===== PROVIDED MATERIAL =====

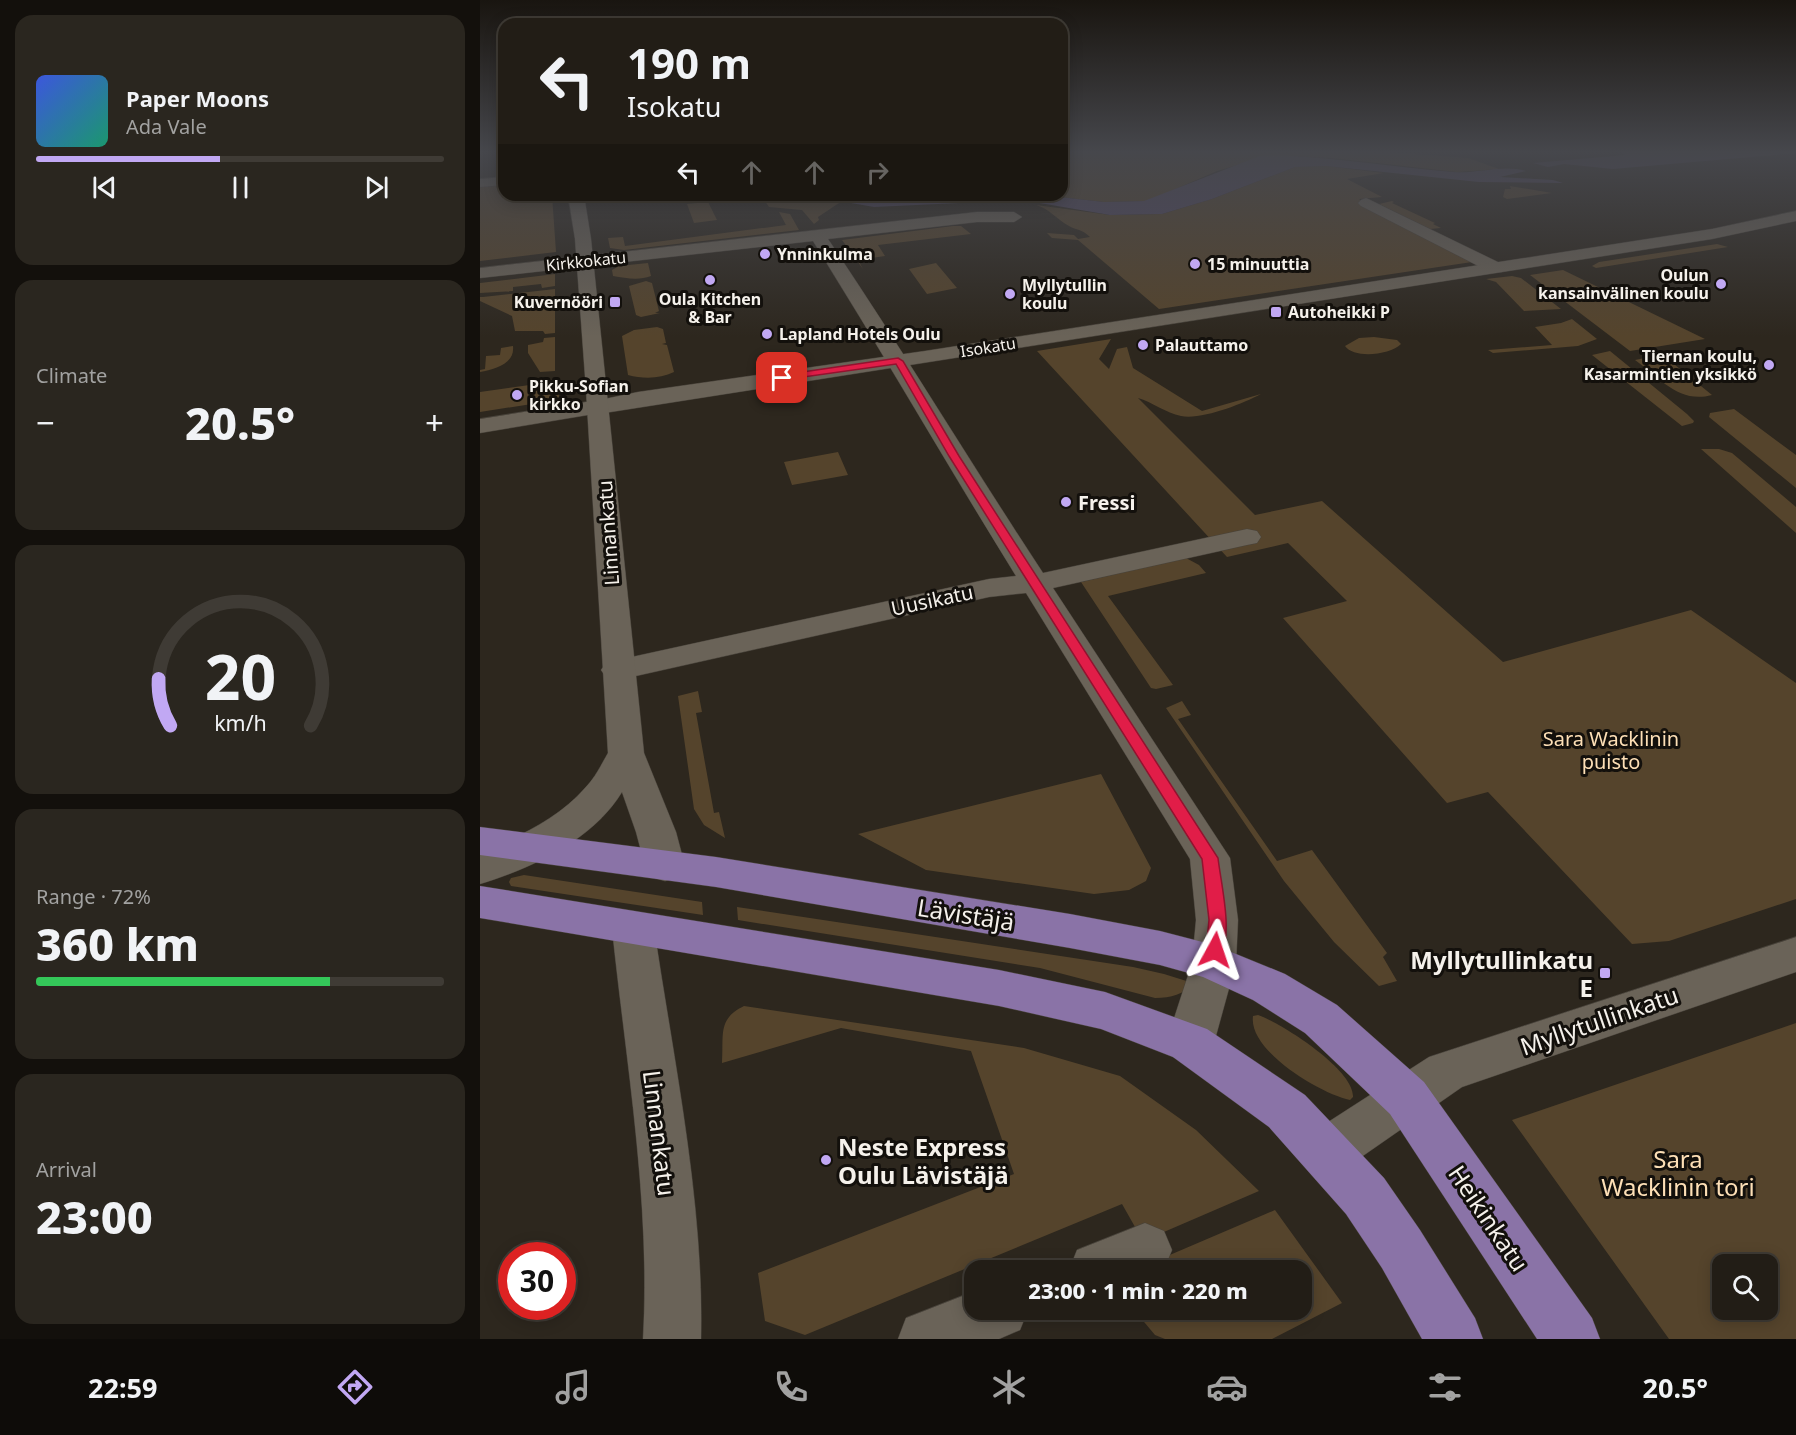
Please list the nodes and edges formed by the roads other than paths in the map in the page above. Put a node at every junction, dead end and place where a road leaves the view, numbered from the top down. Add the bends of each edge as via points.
1 (578, 212) edge
2 (1385, 212) edge
3 (1796, 216) edge
4 (1014, 217) dead end
5 (817, 234) junction
6 (585, 261) junction
7 (1496, 268) junction
8 (480, 273) edge
9 (898, 361) junction
10 (598, 407) junction
11 (480, 426) edge
12 (1247, 537) dead end
13 (1036, 583) junction
14 (618, 670) junction
15 (626, 753) junction
16 (480, 841) edge
17 (533, 848) junction
18 (665, 866) junction
19 (480, 869) edge
20 (480, 902) edge
21 (633, 928) junction
22 (1796, 954) edge
23 (1214, 963) junction
24 (1190, 1043) junction
25 (1407, 1098) junction
26 (1326, 1152) junction
27 (1145, 1250) dead end
28 (1121, 1260) edge
29 (975, 1320) edge
30 (672, 1339) edge
31 (927, 1339) edge
32 (1454, 1339) edge
33 (1571, 1339) edge

1 - 6 street, Linnankatu
2 - 7 street
3 - 7 street, Isokatu via 1712,234
4 - 5 street, Kirkkokatu via 977,217
5 - 6 street, Kirkkokatu
5 - 9 street
6 - 8 street, Kirkkokatu
6 - 10 street, Linnankatu
7 - 9 street, Isokatu
9 - 10 street, Isokatu
9 - 13 street
10 - 11 street, Isokatu
10 - 14 street, Linnankatu
12 - 13 street, Uusikatu
13 - 14 street, Uusikatu via 989,588
13 - 23 street via 1210,858 1217,920
14 - 15 street, Linnankatu
15 - 17 street via 599,797
15 - 18 street, Linnankatu
16 - 17 main road, Lävistäjä
17 - 18 main road, Lävistäjä
17 - 19 street
18 - 23 main road, Lävistäjä via 1070,931
20 - 21 main road
21 - 24 main road via 999,988 1104,1011
21 - 30 street, Linnankatu via 669,1209 674,1287
22 - 25 street, Myllytullinkatu via 1446,1072
23 - 24 street
23 - 25 main road, Lävistäjä via 1269,987 1321,1019
24 - 26 main road via 1287,1111
25 - 26 street, Myllytullinkatu
25 - 33 main road, Heikinkatu
26 - 32 main road via 1365,1196
27 - 28 street
29 - 31 street

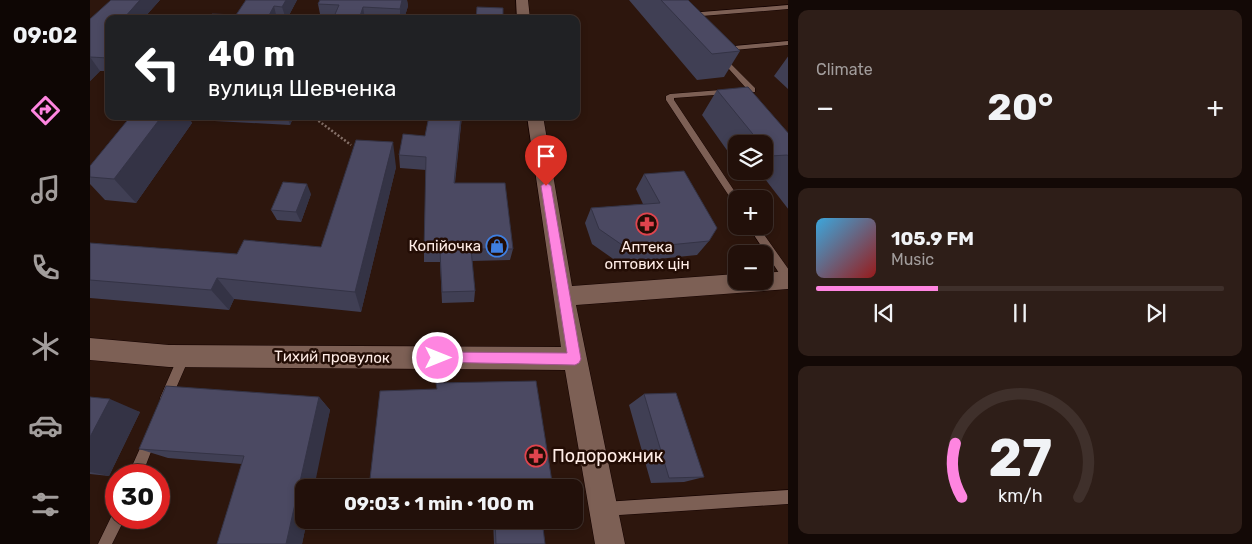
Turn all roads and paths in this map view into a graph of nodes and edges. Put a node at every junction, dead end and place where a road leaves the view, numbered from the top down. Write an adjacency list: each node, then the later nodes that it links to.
1 (522, 0): 3 (street)
2 (788, 7): 4 (lane)
3 (524, 15)
4 (690, 22)
5 (788, 44): 9 (lane)
6 (317, 120): 8 (path)
7 (536, 120): 12 (street)
8 (351, 145)
9 (730, 190)
10 (759, 235): 11 (lane)
11 (788, 280): 12 (street)
12 (563, 296): 15 (street)
13 (90, 349): 14 (street, Тихий провулок)
14 (184, 355): 15 (street, Тихий провулок); 16 (lane)
15 (575, 359): 20 (street)
16 (161, 410)
17 (154, 429): 18 (lane)
18 (140, 464)
19 (788, 498): 20 (lane)
20 (603, 510): 23 (street)
21 (112, 529): 22 (lane)
22 (105, 544)
23 (610, 544)

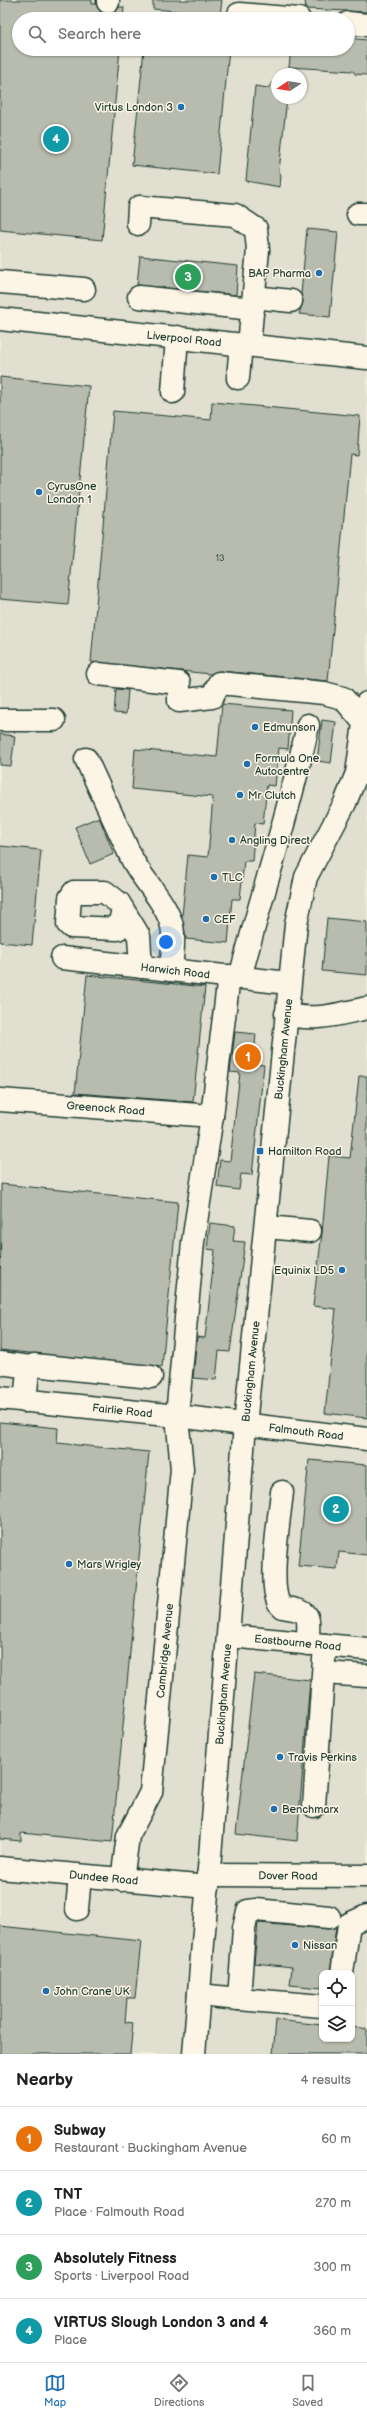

=====

EXERCISE PROMPT: Pictures are to be left out; everything else in the entries is reproduced verbatim.

WRITTEN ANSWER:
Please list the nodes and edges formed by the roads other than paths in the map in the page above. Put a node at every junction, dead end and place where a road leaves the view, numbered from the top down. Add the bends of each edge as via points.
1 (578, 212) edge
2 (1385, 212) edge
3 (1796, 216) edge
4 (1014, 217) dead end
5 (817, 234) junction
6 (585, 261) junction
7 (1496, 268) junction
8 (480, 273) edge
9 (898, 361) junction
10 (598, 407) junction
11 (480, 426) edge
12 (1247, 537) dead end
13 (1036, 583) junction
14 (618, 670) junction
15 (626, 753) junction
16 (480, 841) edge
17 (533, 848) junction
18 (665, 866) junction
19 (480, 869) edge
20 (480, 902) edge
21 (633, 928) junction
22 (1796, 954) edge
23 (1214, 963) junction
24 (1190, 1043) junction
25 (1407, 1098) junction
26 (1326, 1152) junction
27 (1145, 1250) dead end
28 (1121, 1260) edge
29 (975, 1320) edge
30 (672, 1339) edge
31 (927, 1339) edge
32 (1454, 1339) edge
33 (1571, 1339) edge

1 - 6 street, Linnankatu
2 - 7 street
3 - 7 street, Isokatu via 1712,234
4 - 5 street, Kirkkokatu via 977,217
5 - 6 street, Kirkkokatu
5 - 9 street
6 - 8 street, Kirkkokatu
6 - 10 street, Linnankatu
7 - 9 street, Isokatu
9 - 10 street, Isokatu
9 - 13 street
10 - 11 street, Isokatu
10 - 14 street, Linnankatu
12 - 13 street, Uusikatu
13 - 14 street, Uusikatu via 989,588
13 - 23 street via 1210,858 1217,920
14 - 15 street, Linnankatu
15 - 17 street via 599,797
15 - 18 street, Linnankatu
16 - 17 main road, Lävistäjä
17 - 18 main road, Lävistäjä
17 - 19 street
18 - 23 main road, Lävistäjä via 1070,931
20 - 21 main road
21 - 24 main road via 999,988 1104,1011
21 - 30 street, Linnankatu via 669,1209 674,1287
22 - 25 street, Myllytullinkatu via 1446,1072
23 - 24 street
23 - 25 main road, Lävistäjä via 1269,987 1321,1019
24 - 26 main road via 1287,1111
25 - 26 street, Myllytullinkatu
25 - 33 main road, Heikinkatu
26 - 32 main road via 1365,1196
27 - 28 street
29 - 31 street

Turn all roads and paths in this map view into a graph of nodes and edges. Put a node at every junction, dead end and place where a road leaves the view, numbered from the top down. Write an adjacency list: each node, then the later nodes that it links to.
1 (522, 0): 3 (street)
2 (788, 7): 4 (lane)
3 (524, 15)
4 (690, 22)
5 (788, 44): 9 (lane)
6 (317, 120): 8 (path)
7 (536, 120): 12 (street)
8 (351, 145)
9 (730, 190)
10 (759, 235): 11 (lane)
11 (788, 280): 12 (street)
12 (563, 296): 15 (street)
13 (90, 349): 14 (street, Тихий провулок)
14 (184, 355): 15 (street, Тихий провулок); 16 (lane)
15 (575, 359): 20 (street)
16 (161, 410)
17 (154, 429): 18 (lane)
18 (140, 464)
19 (788, 498): 20 (lane)
20 (603, 510): 23 (street)
21 (112, 529): 22 (lane)
22 (105, 544)
23 (610, 544)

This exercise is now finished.